In example Internet Archive is allowed to share books, but only lend one at a time for each real local copy they have.
Downloading from Internet Archive is harmless and only Internet Archive and your ISP knows your IP when doing so. But with P2P (if we are talking about Torrents) everyone who connects to it knows the IP from everyone else. There is a higher risk for uploading stuff, or sharing with others. Basically the government can join the P2P network and suddenly see everyone.
You are vastly misinformed Libraries do not have special rights The Internet Archive was recently and previously sued for exactly what libraries do They also share files via direct download and torrents P2P is not illegal Sharing files you don't have the rights to is illegal I share many files from the Internet Archive via torrent from home
I think there was an officially-lead attempt to distribute internet archive over IPFS but I'm not sure what it became
You can store stuff in the IPFS. But probably, someone has to build some archiving tool around it. But you would be vulnerable to copyright claims.
This is what i never understand about attempts at P2P hosting of copyright content. It only works BECAUSE its obscure and irrelevant. As soon as it gets popular, all of these people and their VPN providers would get crushed by lawsuits.
Dont get me wrong i love P2P tech, but it will never solve these issues unless the laws are fixed.
If VPN's actually won't be able to protect its users from copyright claims anymore, there'll still be anonymisation networks like I2P (at least so long as encryption isn't banned).
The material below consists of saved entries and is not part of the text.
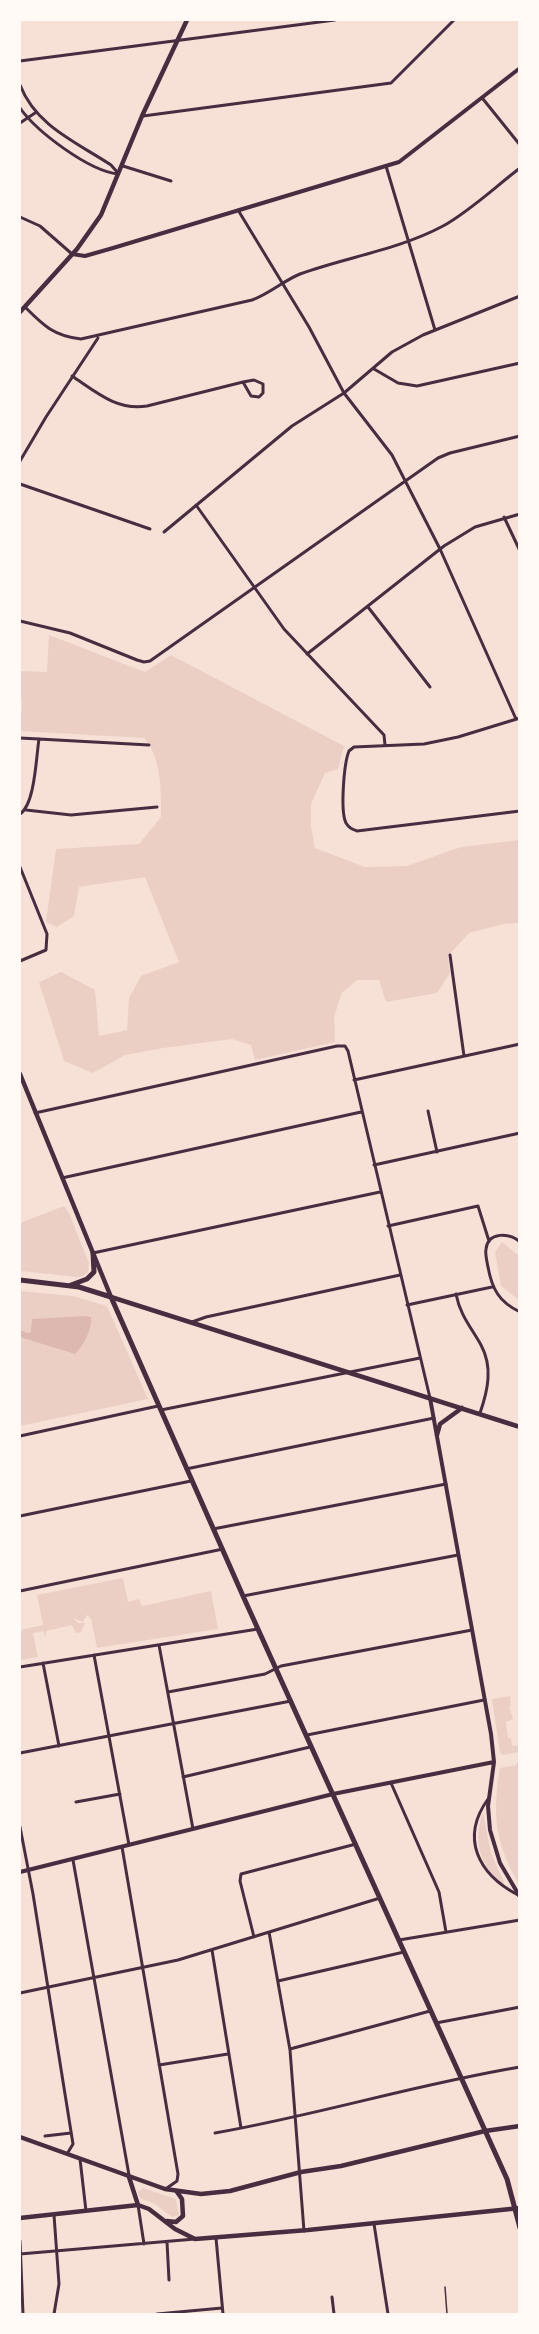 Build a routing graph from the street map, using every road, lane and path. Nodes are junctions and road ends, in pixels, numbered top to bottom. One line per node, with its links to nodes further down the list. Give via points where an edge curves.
1 (187, 20): 4 (main road)
2 (335, 20): 4 (street)
3 (454, 20): 11 (street, via 391,83)
4 (177, 40): 5 (street); 11 (main road)
5 (20, 61)
6 (519, 68): 8 (street)
7 (20, 85): 10 (street)
8 (483, 99): 14 (street); 16 (street, via 408,156)
9 (20, 108): 12 (street)
10 (35, 113): 12 (street); 18 (street)
11 (142, 116): 15 (main road)
12 (27, 119): 13 (street); 18 (street, via 61,146 108,173)
13 (20, 123)
14 (519, 145)
15 (123, 166): 18 (main road); 19 (street)
16 (386, 166): 20 (street); 22 (street)
17 (519, 168): 22 (street, via 450,222)
18 (119, 174): 23 (main road, via 102,215)
19 (171, 181)
20 (238, 210): 23 (street, via 85,256); 24 (street)
21 (20, 217): 23 (street, via 40,226)
22 (408, 240): 24 (street); 28 (street)
23 (72, 254): 26 (main road)
24 (283, 283): 29 (street, via 252,300); 34 (street)
25 (519, 296): 28 (street)
26 (24, 306): 27 (main road); 29 (street, via 59,335)
27 (20, 312)
28 (435, 330): 31 (street, via 392,352)
29 (99, 337): 32 (street)
30 (519, 363): 31 (street, via 417,386 398,383)
31 (374, 369): 34 (street)
32 (72, 376): 33 (street, via 111,402 131,408); 36 (street)
33 (243, 382): 33 (street, via 259,380 263,393 252,396)
34 (344, 393): 37 (street, via 386,445); 39 (street, via 292,426)
35 (519, 436): 37 (street, via 444,454)
36 (20, 461)
37 (406, 482): 44 (street); 46 (street)
38 (20, 484): 42 (street)
39 (196, 505): 43 (street); 46 (street)
40 (519, 514): 41 (street)
41 (504, 517): 44 (street, via 475,527); 45 (street)
42 (150, 529)
43 (164, 532)
44 (440, 549): 47 (street); 51 (street)
45 (519, 551)
46 (254, 588): 48 (street, via 144,662 76,636); 49 (street)
47 (368, 607): 49 (street); 50 (street)
48 (20, 621)
49 (307, 654): 55 (street, via 384,735)
50 (430, 687)
51 (518, 718): 55 (street, via 424,744)
52 (20, 738): 53 (street)
53 (39, 739): 54 (street); 57 (street)
54 (149, 745)
55 (385, 745): 58 (street, via 360,746 349,751 344,772 345,817 353,830)
56 (157, 807): 57 (street, via 71,815)
57 (26, 810): 59 (street)
58 (519, 811)
59 (20, 813)
60 (20, 867): 62 (street, via 48,942 46,950)
61 (450, 955): 64 (street)
62 (20, 961)
63 (519, 1044): 64 (street)
64 (464, 1056): 66 (street)
65 (20, 1074): 69 (main road)
66 (354, 1080): 68 (street); 69 (street, via 348,1051 340,1045)
67 (428, 1111): 71 (street)
68 (361, 1112): 72 (street); 73 (street)
69 (35, 1113): 73 (main road)
70 (519, 1133): 71 (street)
71 (437, 1152): 72 (street)
72 (374, 1165): 74 (street)
73 (62, 1178): 78 (main road)
74 (380, 1192): 75 (street); 78 (street)
75 (388, 1226): 76 (street, via 478,1206); 79 (street)
76 (489, 1241): 77 (street, via 505,1234); 82 (street, via 485,1251)
77 (519, 1242)
78 (93, 1253): 81 (highway, via 92,1275); 84 (main road)
79 (400, 1275): 85 (street); 87 (street)
80 (20, 1280): 81 (highway)
81 (68, 1285): 84 (highway)
82 (492, 1287): 83 (street); 86 (street)
83 (456, 1294): 85 (street); 93 (street, via 486,1362 488,1383)
84 (111, 1297): 87 (main road); 91 (highway)
85 (407, 1305): 88 (street)
86 (519, 1312)
87 (192, 1322): 89 (main road)
88 (420, 1358): 89 (street); 90 (street)
89 (350, 1373): 90 (main road); 91 (street)
90 (430, 1398): 92 (main road); 94 (street)
91 (160, 1408): 97 (street); 98 (highway)
92 (462, 1408): 93 (main road); 96 (main road, via 441,1424)
93 (480, 1413): 95 (main road)
94 (434, 1418): 96 (street); 98 (street)
95 (519, 1427)
96 (437, 1434): 100 (street)
97 (20, 1436)
98 (186, 1469): 99 (highway)
99 (192, 1481): 101 (street); 102 (highway)
100 (446, 1484): 102 (street); 104 (street)
101 (20, 1516)
102 (213, 1528): 103 (highway)
103 (223, 1549): 105 (street); 106 (highway)
104 (458, 1556): 106 (street); 108 (street)
105 (20, 1591)
106 (243, 1596): 107 (highway)
107 (258, 1629): 109 (street); 113 (highway)
108 (472, 1630): 113 (street); 115 (street)
109 (159, 1645): 110 (street); 114 (street)
110 (94, 1655): 111 (street); 119 (street)
111 (43, 1663): 112 (street); 120 (street)
112 (20, 1667)
113 (277, 1669): 114 (street); 116 (highway)
114 (168, 1692): 117 (street)
115 (485, 1700): 118 (street); 123 (street)
116 (291, 1701): 117 (street); 118 (highway)
117 (173, 1723): 119 (street); 124 (street)
118 (307, 1735): 121 (highway)
119 (109, 1736): 120 (street); 126 (street)
120 (59, 1746): 122 (street)
121 (312, 1746): 124 (street); 127 (highway)
122 (20, 1753)
123 (494, 1762): 125 (street); 128 (street)
124 (183, 1777): 131 (street)
125 (391, 1783): 127 (street); 142 (street, via 438,1892)
126 (120, 1794): 129 (street); 133 (street)
127 (333, 1794): 131 (street); 132 (highway)
128 (488, 1799): 138 (street, via 495,1850); 138 (street, via 475,1827 477,1852 490,1876)
129 (76, 1802)
130 (20, 1827): 136 (street)
131 (193, 1829): 133 (street)
132 (356, 1844): 139 (highway); 143 (street, via 242,1874 240,1881)
133 (129, 1845): 134 (street)
134 (122, 1846): 135 (street); 147 (street)
135 (73, 1859): 136 (street); 148 (street)
136 (28, 1870): 137 (street); 150 (street)
137 (20, 1872)
138 (519, 1896)
139 (380, 1898): 141 (street); 144 (highway)
140 (519, 1920): 142 (street)
141 (269, 1932): 143 (street); 149 (street)
142 (446, 1932): 144 (street)
143 (254, 1936): 145 (street)
144 (399, 1940): 146 (highway)
145 (212, 1950): 147 (street); 156 (street)
146 (404, 1952): 149 (street); 153 (highway)
147 (143, 1968): 148 (street); 157 (street)
148 (93, 1978): 150 (street); 171 (street)
149 (278, 1981): 155 (street)
150 (48, 1988): 151 (street); 164 (street)
151 (20, 1993)
152 (519, 2007): 154 (street)
153 (431, 2010): 154 (highway); 155 (street)
154 (436, 2023): 159 (highway)
155 (290, 2049): 160 (street)
156 (229, 2054): 157 (street); 162 (street)
157 (159, 2065): 173 (street, via 178,2176 174,2185)
158 (519, 2067): 159 (street)
159 (462, 2077): 160 (street); 163 (highway)
160 (295, 2118): 162 (street); 170 (street)
161 (519, 2126): 163 (main road)
162 (241, 2128): 165 (street)
163 (485, 2131): 170 (main road); 177 (highway)
164 (71, 2133): 166 (street); 168 (street, via 73,2144)
165 (215, 2133)
166 (45, 2136)
167 (20, 2137): 168 (main road)
168 (67, 2154): 169 (main road)
169 (80, 2158): 171 (main road); 178 (street)
170 (299, 2172): 174 (main road, via 230,2191); 184 (street)
171 (129, 2177): 172 (main road); 175 (main road)
172 (146, 2183): 173 (main road); 175 (main road, via 136,2186)
173 (165, 2189): 174 (main road)
174 (177, 2192): 181 (main road, via 182,2199 183,2216 176,2222)
175 (134, 2193): 176 (main road)
176 (139, 2204): 178 (main road); 181 (main road); 189 (street)
177 (517, 2209): 182 (main road); 183 (highway)
178 (86, 2211): 179 (main road)
179 (54, 2214): 180 (main road); 190 (street)
180 (20, 2218)
181 (165, 2221): 186 (main road)
182 (374, 2224): 184 (main road); 201 (street)
183 (519, 2228)
184 (304, 2231): 185 (main road)
185 (216, 2238): 186 (main road); 195 (street)
186 (195, 2239): 188 (street)
187 (20, 2241): 191 (street)
188 (167, 2242): 189 (street); 192 (street)
189 (144, 2244): 190 (street)
190 (56, 2251): 191 (street); 197 (street, via 59,2284)
191 (20, 2254): 196 (street)
192 (169, 2280)
193 (445, 2287): 202 (lane)
194 (332, 2297): 200 (street)
195 (222, 2308): 198 (street); 199 (street)
196 (23, 2314)
197 (54, 2314)
198 (157, 2314)
199 (223, 2314)
200 (334, 2314)
201 (388, 2314)
202 (447, 2314)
Yes, it's slow atm, but if it was included in more torrent clients and enabled by default, speeds would likely get better.
There was a ActivityPub wiki clone, no idea where it got to.
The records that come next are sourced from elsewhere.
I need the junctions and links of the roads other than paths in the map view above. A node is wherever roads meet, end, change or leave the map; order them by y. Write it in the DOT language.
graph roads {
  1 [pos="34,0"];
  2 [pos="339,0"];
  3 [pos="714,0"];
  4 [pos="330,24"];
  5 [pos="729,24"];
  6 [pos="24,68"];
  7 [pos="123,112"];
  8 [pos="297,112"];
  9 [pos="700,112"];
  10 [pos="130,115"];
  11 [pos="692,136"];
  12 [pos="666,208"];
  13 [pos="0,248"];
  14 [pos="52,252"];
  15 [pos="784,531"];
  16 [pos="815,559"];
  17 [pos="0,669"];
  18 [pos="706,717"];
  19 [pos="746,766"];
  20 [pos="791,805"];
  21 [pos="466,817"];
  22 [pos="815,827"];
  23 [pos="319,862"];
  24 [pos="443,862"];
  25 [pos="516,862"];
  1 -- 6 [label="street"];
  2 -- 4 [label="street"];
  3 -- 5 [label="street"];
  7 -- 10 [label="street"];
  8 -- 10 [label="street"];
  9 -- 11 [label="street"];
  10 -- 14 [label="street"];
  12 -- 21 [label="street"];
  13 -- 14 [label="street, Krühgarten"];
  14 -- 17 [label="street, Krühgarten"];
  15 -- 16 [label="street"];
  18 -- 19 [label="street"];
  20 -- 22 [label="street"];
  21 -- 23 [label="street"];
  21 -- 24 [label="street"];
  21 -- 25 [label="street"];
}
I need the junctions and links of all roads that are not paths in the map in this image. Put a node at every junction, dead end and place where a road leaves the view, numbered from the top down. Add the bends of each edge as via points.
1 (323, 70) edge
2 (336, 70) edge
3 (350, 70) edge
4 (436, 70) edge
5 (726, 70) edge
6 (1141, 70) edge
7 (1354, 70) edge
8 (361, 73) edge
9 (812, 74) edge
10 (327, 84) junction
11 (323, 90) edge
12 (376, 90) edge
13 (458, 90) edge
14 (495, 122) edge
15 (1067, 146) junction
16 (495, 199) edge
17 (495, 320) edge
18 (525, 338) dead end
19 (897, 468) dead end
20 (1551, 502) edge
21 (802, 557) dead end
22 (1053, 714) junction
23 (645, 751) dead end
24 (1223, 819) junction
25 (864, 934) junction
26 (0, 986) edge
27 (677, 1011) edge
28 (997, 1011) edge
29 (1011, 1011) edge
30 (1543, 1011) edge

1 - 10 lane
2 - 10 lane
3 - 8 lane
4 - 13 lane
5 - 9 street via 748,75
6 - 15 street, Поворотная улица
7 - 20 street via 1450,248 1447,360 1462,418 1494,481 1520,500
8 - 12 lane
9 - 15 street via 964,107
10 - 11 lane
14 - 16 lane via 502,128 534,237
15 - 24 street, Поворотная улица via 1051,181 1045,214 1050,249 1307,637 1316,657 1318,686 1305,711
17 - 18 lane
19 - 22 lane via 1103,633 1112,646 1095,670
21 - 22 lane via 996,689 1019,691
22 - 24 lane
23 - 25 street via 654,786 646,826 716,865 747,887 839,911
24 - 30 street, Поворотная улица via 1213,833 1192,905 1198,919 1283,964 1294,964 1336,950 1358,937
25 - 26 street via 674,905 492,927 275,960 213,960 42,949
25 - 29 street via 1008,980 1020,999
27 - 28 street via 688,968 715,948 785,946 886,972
The major upside of IA being built and owned by one central company is trust. We can (so far at least, if I'm wrong please correct me) trust IA to not censor/rewrite history. As soon as every man and his dog can contribute, that gets a lot harder to guarantee.
Edit: https://github.com/Nutomic/ibis
Don't take me linking it as endorsement, I think federated wiki's for anything other than fandom stuff to be madness.
Sounds like a potential application for a blockchain techs, that allows to do verifications, voting and consensus.
Ive had similar ideas on verified unaltered media to combat fake news. Such an archive but for journalism would be a great start.
Yeah, quite possibly. Could still be very hard to get right. Region blocking might make consensus difficult.
Edit: just occurred to me, any method of consensus could be used to ddos sites as well. Might be best left for people smarter than me
I think that proof-of-work approach to blockchain can make ddos attacks much harder, but I'm not an expert too :)
I figured that every node would need to scrap the site, in order to validate the content. If there are thousands of nodes, that would ddos the site.
I don't really understand how PoW would solve that, can you explain?
I figured that every node would need to scrap the site, in order to validate the content. If there are thousands of nodes, that would ddos the site.
with cryptocurrencies the blockchain is distributed, its not stored centrally. your idea could work similarly
I think it can be done like a NFTs on top of Bitcoin. In this case evey archived page is NFT and all the blockchain is available, so there is no centralized cite. If each action will require some computations (PoW) then ddos attack or spam attack will be very hard to implement.
Thats for proving its untampered with right? I'm more thinking of validating the archive copy is a "true" copy when adding it initially, which requires each node to check against the live site?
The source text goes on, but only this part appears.